Ingredients and equipment
Just two ingredients (coconut milk, ice) and a blender – constitute ‘coconut shake 101’ – but you can add a few further ingredients to make your shake as sweet (and as tropical) as you like…
* = this or a similar product is necessary
Vitamix Blender* | The Duppy Share Rum | Palm Tree Swizzle Sticks | Koko Kanu Coconut Rum | Coconut Milk Powder | Almond Milk | Coconut Cream | Coconut Nectar | Silicone Ice Cube Trays* | Coconut Milk* | Sangsom Thai Rum | Shredded Coconut
1. Coconut milk
Go for full fat coconut milk, not light (creaminess is the whole point). If you use light coconut milk, it will taste like a glass of melted, milky ice cubes. Not worth your while! Expect to use half a can per coconut shake (or a full can if you want a big portion in an actual shake glass).
Upper level genius: Freeze your coconut milk and/or coconut cream into ice cubes, and then blend them in the mix.

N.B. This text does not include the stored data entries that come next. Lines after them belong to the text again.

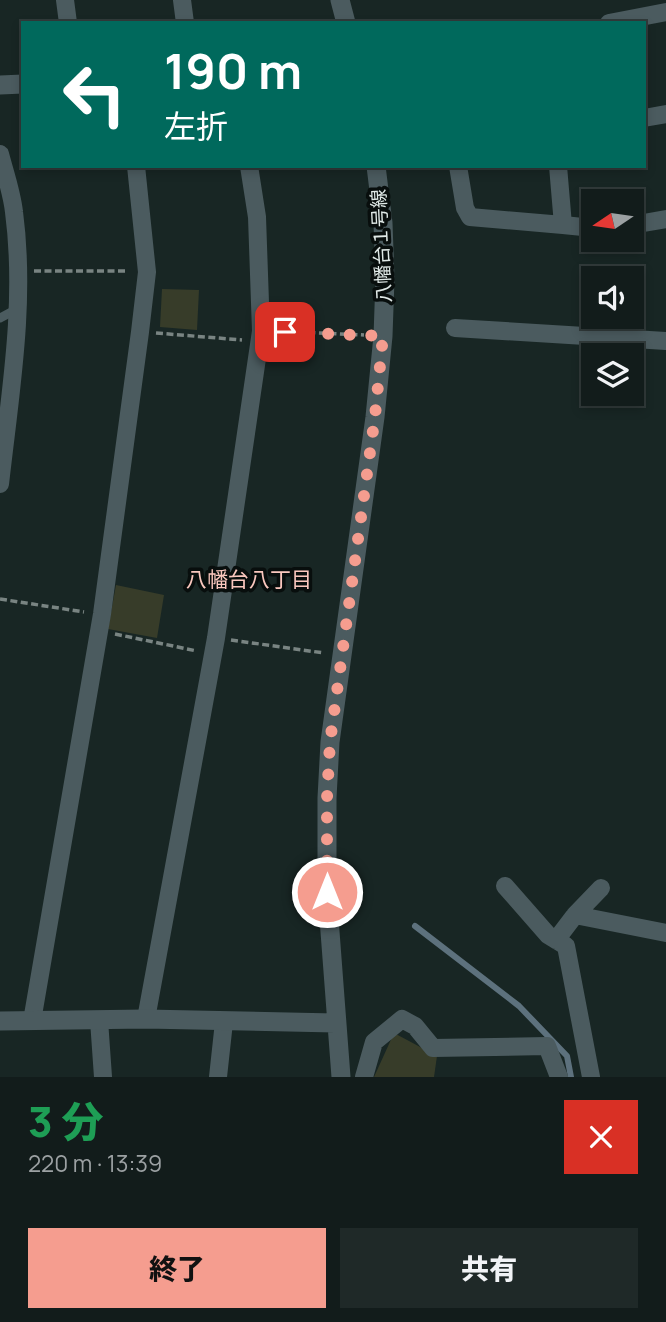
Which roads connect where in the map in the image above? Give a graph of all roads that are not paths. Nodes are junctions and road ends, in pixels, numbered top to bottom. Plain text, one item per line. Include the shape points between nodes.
1 (65, 0) edge
2 (182, 0) edge
3 (340, 0) edge
4 (666, 12) edge
5 (68, 21) edge
6 (185, 21) edge
7 (345, 21) edge
8 (619, 21) edge
9 (21, 84) edge
10 (0, 85) edge
11 (666, 114) edge
12 (646, 118) edge
13 (0, 155) edge
14 (136, 168) edge
15 (249, 168) edge
16 (376, 168) edge
17 (458, 168) edge
18 (558, 168) edge
19 (666, 219) edge
20 (644, 223) edge
21 (563, 225) junction
22 (581, 227) edge
23 (17, 308) junction
24 (0, 318) edge
25 (454, 328) dead end
26 (666, 341) edge
27 (0, 484) edge
28 (505, 886) dead end
29 (601, 887) dead end
30 (575, 915) junction
31 (666, 933) edge
32 (556, 940) junction
33 (0, 1020) edge
34 (99, 1020) junction
35 (146, 1020) junction
36 (32, 1021) junction
37 (224, 1022) junction
38 (335, 1023) junction
39 (103, 1077) edge
40 (218, 1077) edge
41 (341, 1077) edge
42 (364, 1077) edge
43 (559, 1077) edge
44 (591, 1077) edge

1 - 5 street
2 - 6 street
3 - 7 street
4 - 8 street
9 - 10 street
11 - 12 street
13 - 23 street via 14,210
14 - 36 street via 147,272 140,332 101,623
15 - 35 street via 257,217 260,336 214,646
16 - 38 street, 八幡台１号線 via 384,251 383,336 330,742 327,798
17 - 21 street via 470,216
18 - 21 street
19 - 20 street
21 - 22 street
23 - 24 lane
23 - 27 street
25 - 26 street
28 - 32 street
29 - 30 street
30 - 31 street
30 - 32 street
32 - 44 street via 566,946
33 - 36 street
34 - 35 street
34 - 36 street
34 - 39 street
35 - 37 street
37 - 38 street
37 - 40 street
38 - 41 street, 八幡台１号線
42 - 43 street via 374,1042 402,1020 415,1026 433,1048 547,1046

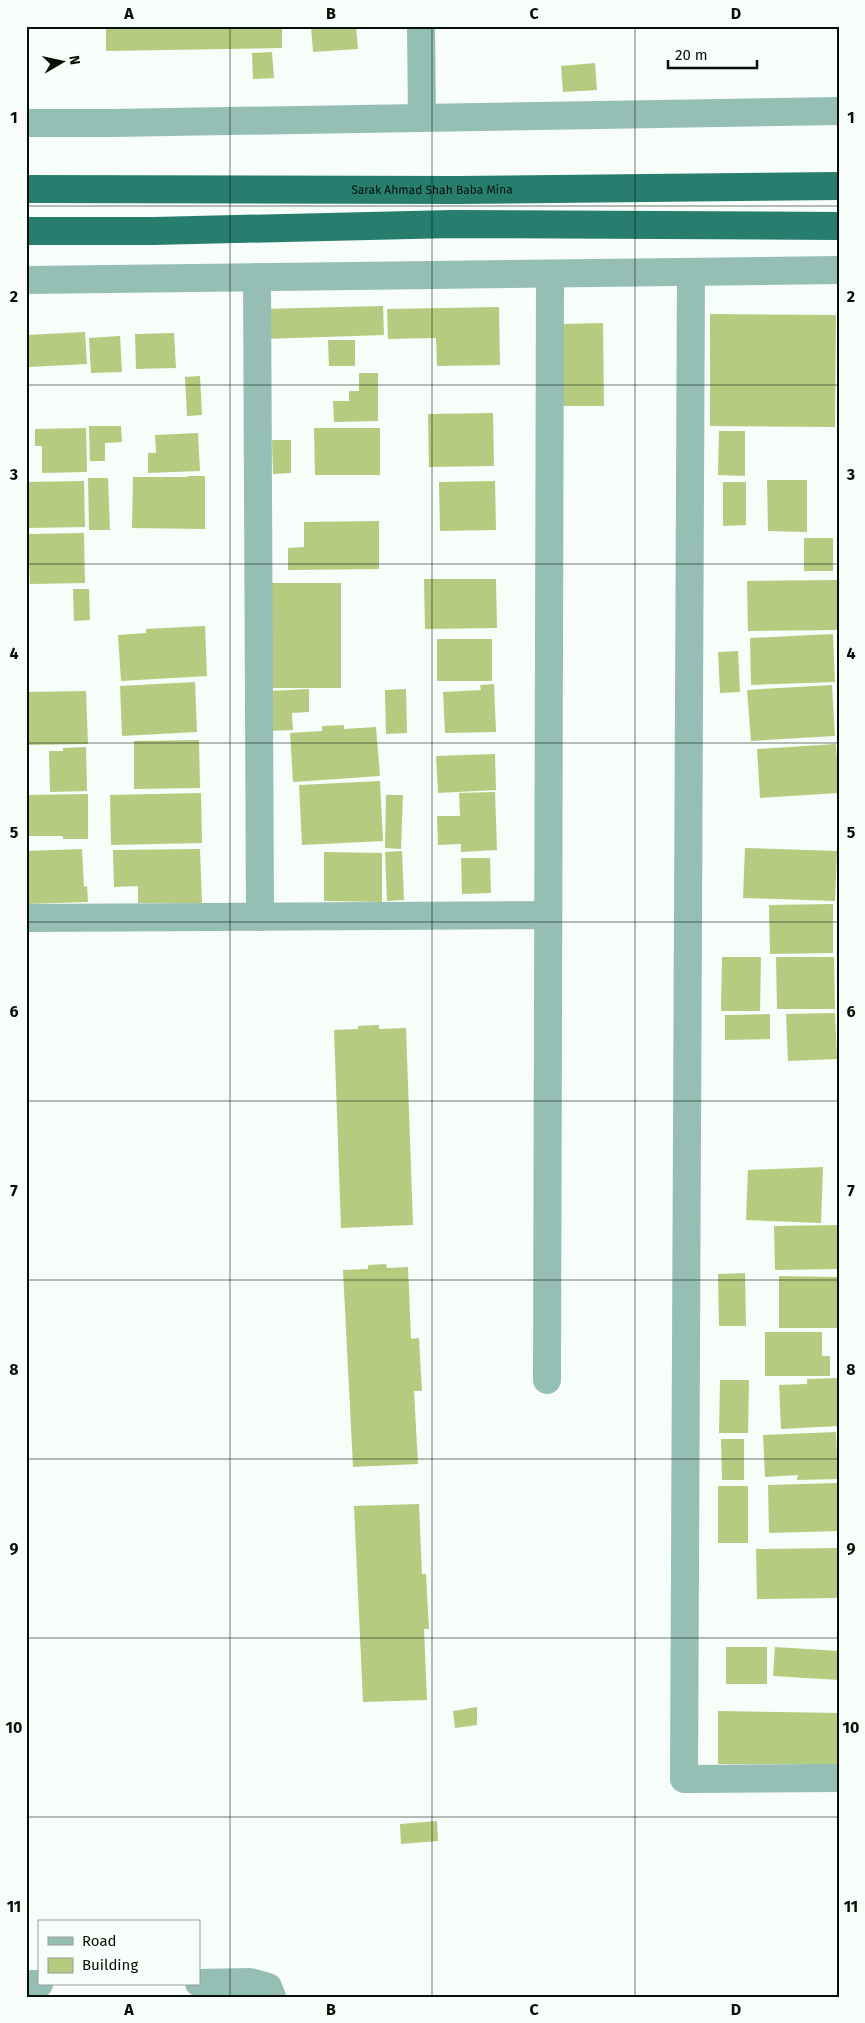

In equal proportion to the coconut milk. Add it slowly until you reach the consistency you’d like. The colder it is, the better your coconut shake will taste. If you’re freezing coconut cream, it’s really useful to use silicone ice cube trays as those suckers do not like to budge. These ones allow you to get fairly aggressive with bending and twisting, so everything will pop out.
3. A strong blender
Your blender should be the Humvee of blenders – scary strong and ‘roided up. In other words? Totally up for blending ice – and lots of it. Vitamixes are a major investment, but I’m pretty sure mine could blend a glacier. It doesn’t even make scary noises, just chews it up and asks for more.
4. Sweetener (coconut syrup)
Optional. Add your preferred sweetener, to taste. In Thailand, sugar syrup is most widely used, but to up the coconut aspect consider coconut nectar. It smells amazing, tastes incredible and promises to be a bit healthier (although it will change the colour of the shake to something more malted).
5. More milk
Optional. To lessen the fat content, you could thin your coconut shake with another type of milk – cow, almond, soy, etc. It won’t taste as authentic, but balance that with being smug and healthy.
6. Coconut cream
Optional. To head in totally the opposite direction – coconut cream will make the tastiest shake you’ve ever known (but call it dessert at this point, it’s stopped being breakfast).
7. Shredded coconut
Optional. In Thailand, the flesh of fresh coconut is often added. Assuming that your access to fresh coconuts is limited, adding shredded coconut to a powerful blender thickens the shake further. In a less powerful blender you’ll probably end up with a coconut shake you have to chew. No bad thing! To use as a garnish, toast a small amount and sprinkle on top of your glass. To avoid drinking a Bounty bar, check that there’s no extra sugar added (there’s none in the variety linked here).
9. Palm tree swizzle sticks
Optional. Final flourish: add an orchid for garnish, throw a cocktail umbrella in there and do a little dance – you’re basically in Thailand.
As you can see, coconut shakes are a varied field with wide interpretation. Once you’ve experienced the full array of coconut shakes, there’s plenty left to try: Papaya, mango, and pineapple shakes offer colours and textures for almost every day of the week. As for the ultimate fruity underdog, we contend that a banana shake is actually life-changing. Enjoy!